Pull Requests Were Never Really About the Code
What agentic coding reveals about how teams actually work

I’ve been reviewing pull requests for over a decade. Recently, something shifted in what I’m actually doing.
When I review a PR from someone using an AI coding agent, I still do the usual things — understand what changed, check how it fits the system, look at whether the key ideas are sound. But increasingly, I’m trying to figure out something else: does this person understand what they’ve submitted?
Did they guide the agent with clear intent — knowing what they wanted, making deliberate choices about structure and trade-offs? Or did they just accept whatever it produced?
Sometimes the diff makes it obvious. You can see the inconsistencies, the patterns that don’t match the codebase, the code that nobody who understood the system would have written. But often the output looks perfectly plausible — and you can’t tell.
That’s not a code review. It’s a trust assessment disguised as a code review. And I don’t think I’m the only one doing it.
I’ve seen this before
This feels new. It isn’t.
Across multiple teams I’ve led, I’d review PRs and wonder whether the author understood a particular block of code or just pasted it from Stack Overflow. Usually it was junior engineers — but not always. The review conversation was how I’d find out. “Walk me through what this section does.” “What happens if this call fails?” The ones who understood could explain their thinking. The ones who’d pasted without understanding couldn’t.
That was manageable when it was occasional. Agentic coding has made it far easier to do. With Stack Overflow, you at least had to think about the problem — formulate a search, evaluate answers, adapt the code to your context. With agents, you can go from a vague description to working code without ever engaging with the mechanics. The friction that forced some level of understanding is gone — and the dynamic that used to be occasional is now the default.
And reviewers are spending more and more of their time trying to assess this. Not reviewing the code. Evaluating whether the author understood it.
I think this instinct is right — understanding matters — but the mechanism is wrong. Sometimes the diff gives it away. But often it doesn’t, and you’re left spending significant review time trying to infer understanding from code you didn’t write. It’s unreliable and expensive.
What were PRs actually for?
The reason this is breaking down goes deeper than AI. It goes back to what teams thought pull requests were for in the first place.
A lot of engineers treat PRs as a quality gate — the reviewer’s job is to check correctness, catch bugs, enforce standards. This has always been a weak use of PRs; some of the worst reviews I’ve seen — from junior and senior engineers alike — were nit-picking.
Good reviews do catch bugs — but usually because the reviewer understood the intent well enough to spot where it breaks down, not because they were checking line by line.

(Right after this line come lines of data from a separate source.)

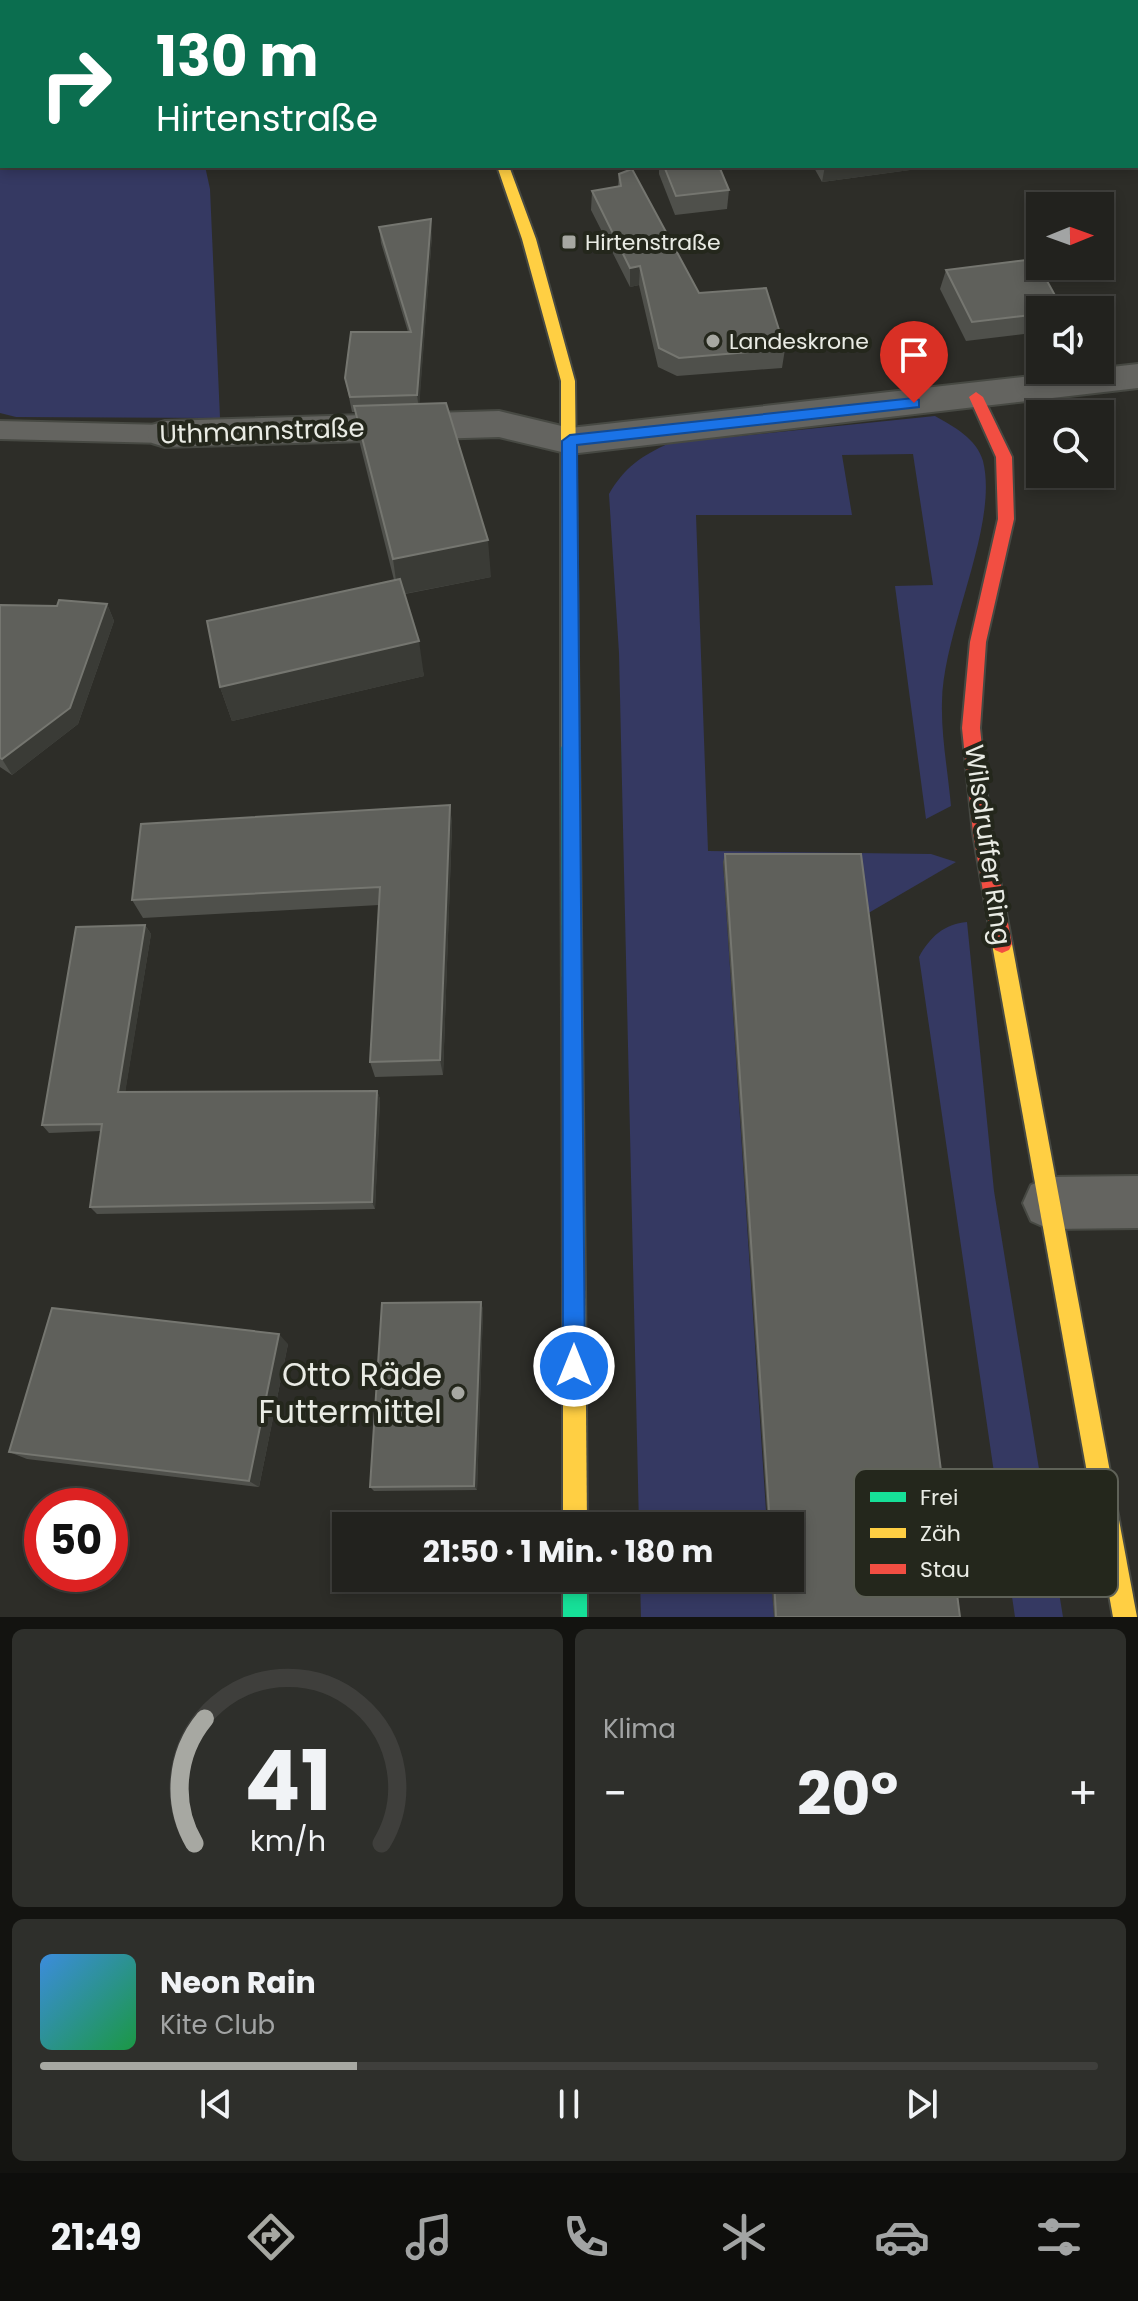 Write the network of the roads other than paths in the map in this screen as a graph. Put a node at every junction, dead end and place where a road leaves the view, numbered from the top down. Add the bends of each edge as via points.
1 (504, 168) edge
2 (1138, 376) edge
3 (976, 397) junction
4 (0, 430) edge
5 (165, 434) joint
6 (570, 441) junction
7 (1138, 1202) edge
8 (1049, 1203) junction
9 (1098, 1469) edge
10 (575, 1512) edge
11 (1118, 1579) edge
12 (575, 1592) edge
13 (575, 1617) edge
14 (1125, 1617) edge

1 - 6 main road via 568,381
2 - 3 street
3 - 6 street
3 - 8 main road, Wilsdruffer Ring via 1004,457 1006,519 978,642 971,728 982,833
4 - 5 lane, Uthmannstraße
5 - 6 street, Uthmannstraße via 499,424
6 - 10 main road
7 - 8 street
8 - 9 main road, Wilsdruffer Ring
11 - 14 main road, Wilsdruffer Ring
12 - 13 main road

If correctness depends on a human reading a diff, something else is broken — your tests, your CI pipeline, your linting.
Worse, it focuses attention on the wrong thing. I’ve seen teams spend review cycles flagging PEP 8 compliance and missing type hints on a PR that represented a genuine leap toward the outcome — something that wasn’t there before. Especially during exploration, the question isn’t whether every line is polished. It’s whether this moves us closer to where we need to be. When you treat every PR as a correctness exercise, you lose sight of that.
But the quality-gate approach mostly worked, because the effort was manageable. Code was written at human speed. Diffs were a reasonable size.
Agentic coding broke that equilibrium. A recent study of AI-generated pull requests found that 70% are merged without any discussion at all — and honestly, that matches what I’ve observed. The volume has made the quality-gate approach impossible to sustain.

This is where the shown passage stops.